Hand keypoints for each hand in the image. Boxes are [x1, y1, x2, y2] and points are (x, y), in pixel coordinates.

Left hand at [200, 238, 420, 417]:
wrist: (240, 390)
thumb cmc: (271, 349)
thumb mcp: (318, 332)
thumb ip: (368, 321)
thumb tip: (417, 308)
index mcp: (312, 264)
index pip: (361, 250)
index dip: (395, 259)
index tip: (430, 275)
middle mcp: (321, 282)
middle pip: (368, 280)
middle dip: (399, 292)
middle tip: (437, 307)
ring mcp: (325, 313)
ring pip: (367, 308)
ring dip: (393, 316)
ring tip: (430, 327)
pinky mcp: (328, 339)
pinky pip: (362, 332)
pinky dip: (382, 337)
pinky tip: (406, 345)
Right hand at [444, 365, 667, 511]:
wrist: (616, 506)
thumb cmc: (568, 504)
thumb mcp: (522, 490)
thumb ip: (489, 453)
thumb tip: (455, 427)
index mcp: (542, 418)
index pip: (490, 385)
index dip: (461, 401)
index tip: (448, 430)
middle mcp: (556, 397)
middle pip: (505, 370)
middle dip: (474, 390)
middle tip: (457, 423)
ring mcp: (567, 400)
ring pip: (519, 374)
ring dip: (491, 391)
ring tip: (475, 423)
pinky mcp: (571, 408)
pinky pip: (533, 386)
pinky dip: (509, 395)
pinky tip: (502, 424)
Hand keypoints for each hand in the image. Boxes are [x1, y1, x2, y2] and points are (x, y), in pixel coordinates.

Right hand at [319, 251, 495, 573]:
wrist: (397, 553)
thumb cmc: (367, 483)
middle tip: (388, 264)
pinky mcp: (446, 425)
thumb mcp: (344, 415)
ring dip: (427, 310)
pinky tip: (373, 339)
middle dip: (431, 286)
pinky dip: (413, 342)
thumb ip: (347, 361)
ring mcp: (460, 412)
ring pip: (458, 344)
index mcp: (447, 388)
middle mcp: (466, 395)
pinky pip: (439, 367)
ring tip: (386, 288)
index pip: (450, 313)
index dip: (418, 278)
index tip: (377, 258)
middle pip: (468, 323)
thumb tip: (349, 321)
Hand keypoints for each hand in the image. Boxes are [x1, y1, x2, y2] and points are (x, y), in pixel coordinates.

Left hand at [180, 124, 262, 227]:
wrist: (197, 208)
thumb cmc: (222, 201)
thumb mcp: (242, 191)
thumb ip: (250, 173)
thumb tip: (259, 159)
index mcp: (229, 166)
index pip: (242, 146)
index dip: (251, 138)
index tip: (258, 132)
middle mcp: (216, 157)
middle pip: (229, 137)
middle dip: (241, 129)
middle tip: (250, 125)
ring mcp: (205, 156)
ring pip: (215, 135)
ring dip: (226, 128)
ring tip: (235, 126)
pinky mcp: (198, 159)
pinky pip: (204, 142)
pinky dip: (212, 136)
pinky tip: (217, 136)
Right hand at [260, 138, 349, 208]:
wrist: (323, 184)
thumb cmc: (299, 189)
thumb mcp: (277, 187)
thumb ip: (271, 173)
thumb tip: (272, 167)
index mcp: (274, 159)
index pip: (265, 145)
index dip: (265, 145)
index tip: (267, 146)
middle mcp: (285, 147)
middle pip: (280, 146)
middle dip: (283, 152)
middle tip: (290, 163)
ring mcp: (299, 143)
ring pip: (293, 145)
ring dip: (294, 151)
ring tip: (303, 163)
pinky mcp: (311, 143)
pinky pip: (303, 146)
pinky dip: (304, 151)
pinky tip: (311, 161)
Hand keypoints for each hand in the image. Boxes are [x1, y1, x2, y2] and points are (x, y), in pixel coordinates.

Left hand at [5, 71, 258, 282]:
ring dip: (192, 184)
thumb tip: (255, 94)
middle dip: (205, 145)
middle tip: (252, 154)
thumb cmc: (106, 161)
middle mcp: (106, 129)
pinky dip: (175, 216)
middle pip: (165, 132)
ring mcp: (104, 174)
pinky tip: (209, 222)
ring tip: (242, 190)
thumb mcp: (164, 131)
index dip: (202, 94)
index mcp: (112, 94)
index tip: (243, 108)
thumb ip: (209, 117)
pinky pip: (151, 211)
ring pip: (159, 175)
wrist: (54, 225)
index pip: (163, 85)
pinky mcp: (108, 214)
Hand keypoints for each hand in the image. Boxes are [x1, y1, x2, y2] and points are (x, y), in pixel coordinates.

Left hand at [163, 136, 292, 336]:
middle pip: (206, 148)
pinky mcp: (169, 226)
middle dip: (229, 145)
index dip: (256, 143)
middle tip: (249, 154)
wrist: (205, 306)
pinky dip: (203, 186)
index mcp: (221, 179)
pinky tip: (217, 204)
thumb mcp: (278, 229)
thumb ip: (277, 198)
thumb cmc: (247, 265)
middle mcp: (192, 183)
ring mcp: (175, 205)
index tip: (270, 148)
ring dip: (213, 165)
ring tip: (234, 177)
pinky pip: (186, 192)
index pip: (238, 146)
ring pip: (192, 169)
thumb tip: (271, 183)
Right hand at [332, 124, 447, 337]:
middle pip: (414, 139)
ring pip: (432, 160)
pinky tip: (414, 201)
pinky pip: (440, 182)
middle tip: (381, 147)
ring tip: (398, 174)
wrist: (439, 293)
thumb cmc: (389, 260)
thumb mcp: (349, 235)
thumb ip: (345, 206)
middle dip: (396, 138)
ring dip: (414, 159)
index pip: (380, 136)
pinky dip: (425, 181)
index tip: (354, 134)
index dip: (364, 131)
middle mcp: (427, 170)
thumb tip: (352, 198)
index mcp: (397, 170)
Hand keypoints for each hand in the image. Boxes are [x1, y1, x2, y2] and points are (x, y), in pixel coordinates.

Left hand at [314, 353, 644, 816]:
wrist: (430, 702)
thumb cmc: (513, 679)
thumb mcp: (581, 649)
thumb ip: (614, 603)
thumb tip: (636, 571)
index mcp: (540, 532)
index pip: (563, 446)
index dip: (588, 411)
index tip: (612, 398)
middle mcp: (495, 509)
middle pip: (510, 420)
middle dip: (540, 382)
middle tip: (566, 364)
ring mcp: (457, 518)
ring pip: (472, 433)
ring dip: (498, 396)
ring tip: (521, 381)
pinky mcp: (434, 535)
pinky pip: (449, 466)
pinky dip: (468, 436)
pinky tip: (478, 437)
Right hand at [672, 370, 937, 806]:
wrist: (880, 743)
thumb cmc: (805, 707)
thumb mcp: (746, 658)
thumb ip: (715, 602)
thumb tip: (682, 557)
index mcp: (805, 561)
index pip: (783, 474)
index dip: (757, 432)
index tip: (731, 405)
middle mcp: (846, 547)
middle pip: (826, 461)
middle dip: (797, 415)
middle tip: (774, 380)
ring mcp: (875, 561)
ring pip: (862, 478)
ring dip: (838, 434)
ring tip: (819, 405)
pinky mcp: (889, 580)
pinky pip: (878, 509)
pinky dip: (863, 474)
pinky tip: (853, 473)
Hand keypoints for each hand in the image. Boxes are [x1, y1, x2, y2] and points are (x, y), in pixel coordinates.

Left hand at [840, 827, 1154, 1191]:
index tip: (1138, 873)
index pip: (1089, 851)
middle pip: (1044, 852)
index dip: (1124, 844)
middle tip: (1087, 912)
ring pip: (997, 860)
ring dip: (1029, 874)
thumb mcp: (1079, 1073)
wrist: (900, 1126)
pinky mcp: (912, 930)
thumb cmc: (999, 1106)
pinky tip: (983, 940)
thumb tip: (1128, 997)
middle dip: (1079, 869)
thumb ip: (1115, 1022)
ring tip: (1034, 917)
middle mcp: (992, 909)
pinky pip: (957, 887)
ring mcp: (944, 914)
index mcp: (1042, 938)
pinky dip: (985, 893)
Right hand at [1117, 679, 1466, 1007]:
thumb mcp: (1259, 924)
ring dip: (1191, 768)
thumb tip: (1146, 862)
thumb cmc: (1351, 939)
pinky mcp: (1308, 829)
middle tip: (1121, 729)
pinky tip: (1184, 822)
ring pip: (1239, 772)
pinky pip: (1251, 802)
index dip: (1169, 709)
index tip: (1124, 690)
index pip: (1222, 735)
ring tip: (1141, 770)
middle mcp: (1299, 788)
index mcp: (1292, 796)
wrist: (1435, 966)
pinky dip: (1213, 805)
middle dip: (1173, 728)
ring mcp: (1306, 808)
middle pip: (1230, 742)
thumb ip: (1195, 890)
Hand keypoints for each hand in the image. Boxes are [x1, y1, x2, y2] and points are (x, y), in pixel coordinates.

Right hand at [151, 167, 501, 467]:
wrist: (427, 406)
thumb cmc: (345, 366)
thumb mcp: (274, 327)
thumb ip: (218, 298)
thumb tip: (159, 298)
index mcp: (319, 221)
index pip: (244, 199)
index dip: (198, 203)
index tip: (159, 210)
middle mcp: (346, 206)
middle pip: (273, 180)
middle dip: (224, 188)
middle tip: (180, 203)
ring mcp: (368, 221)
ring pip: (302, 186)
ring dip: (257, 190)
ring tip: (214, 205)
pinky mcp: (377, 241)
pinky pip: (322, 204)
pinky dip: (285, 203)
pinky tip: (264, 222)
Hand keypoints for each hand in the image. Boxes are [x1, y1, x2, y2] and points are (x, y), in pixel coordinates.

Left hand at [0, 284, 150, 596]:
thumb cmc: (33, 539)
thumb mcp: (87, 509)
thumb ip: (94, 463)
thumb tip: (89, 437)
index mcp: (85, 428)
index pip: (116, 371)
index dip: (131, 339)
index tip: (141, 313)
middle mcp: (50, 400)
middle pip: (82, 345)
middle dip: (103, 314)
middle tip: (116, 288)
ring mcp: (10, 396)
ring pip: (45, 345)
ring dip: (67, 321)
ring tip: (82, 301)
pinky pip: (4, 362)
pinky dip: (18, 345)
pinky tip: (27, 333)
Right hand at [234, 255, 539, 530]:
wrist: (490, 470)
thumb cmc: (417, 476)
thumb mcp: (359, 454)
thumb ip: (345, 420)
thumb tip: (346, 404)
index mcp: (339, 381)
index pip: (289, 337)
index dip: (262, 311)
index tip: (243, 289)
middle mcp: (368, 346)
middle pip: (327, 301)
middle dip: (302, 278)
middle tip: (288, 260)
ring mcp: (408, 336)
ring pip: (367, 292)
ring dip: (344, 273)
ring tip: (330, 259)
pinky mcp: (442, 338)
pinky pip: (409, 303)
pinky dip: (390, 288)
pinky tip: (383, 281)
####
§ About this task
In the listing above, locate the line containing "thumb tip: (349, 321)" and the line containing "middle dip: (241, 129)". Extract those two lines and every line between them, exactly as written, and only those.

§ Written response
thumb tip: (349, 321)
Hand keypoints for each hand in the image. Boxes are [x1, y1, x2, y2] and points are (x, y), in pixel coordinates.

Left hand at [180, 124, 262, 227]:
wrist: (197, 208)
thumb cmc: (222, 201)
thumb mcp: (242, 191)
thumb ip: (250, 173)
thumb tip: (259, 159)
index mcp: (229, 166)
index pip: (242, 146)
index dip: (251, 138)
index tip: (258, 132)
middle mcp: (216, 157)
middle pip: (229, 137)
middle dip: (241, 129)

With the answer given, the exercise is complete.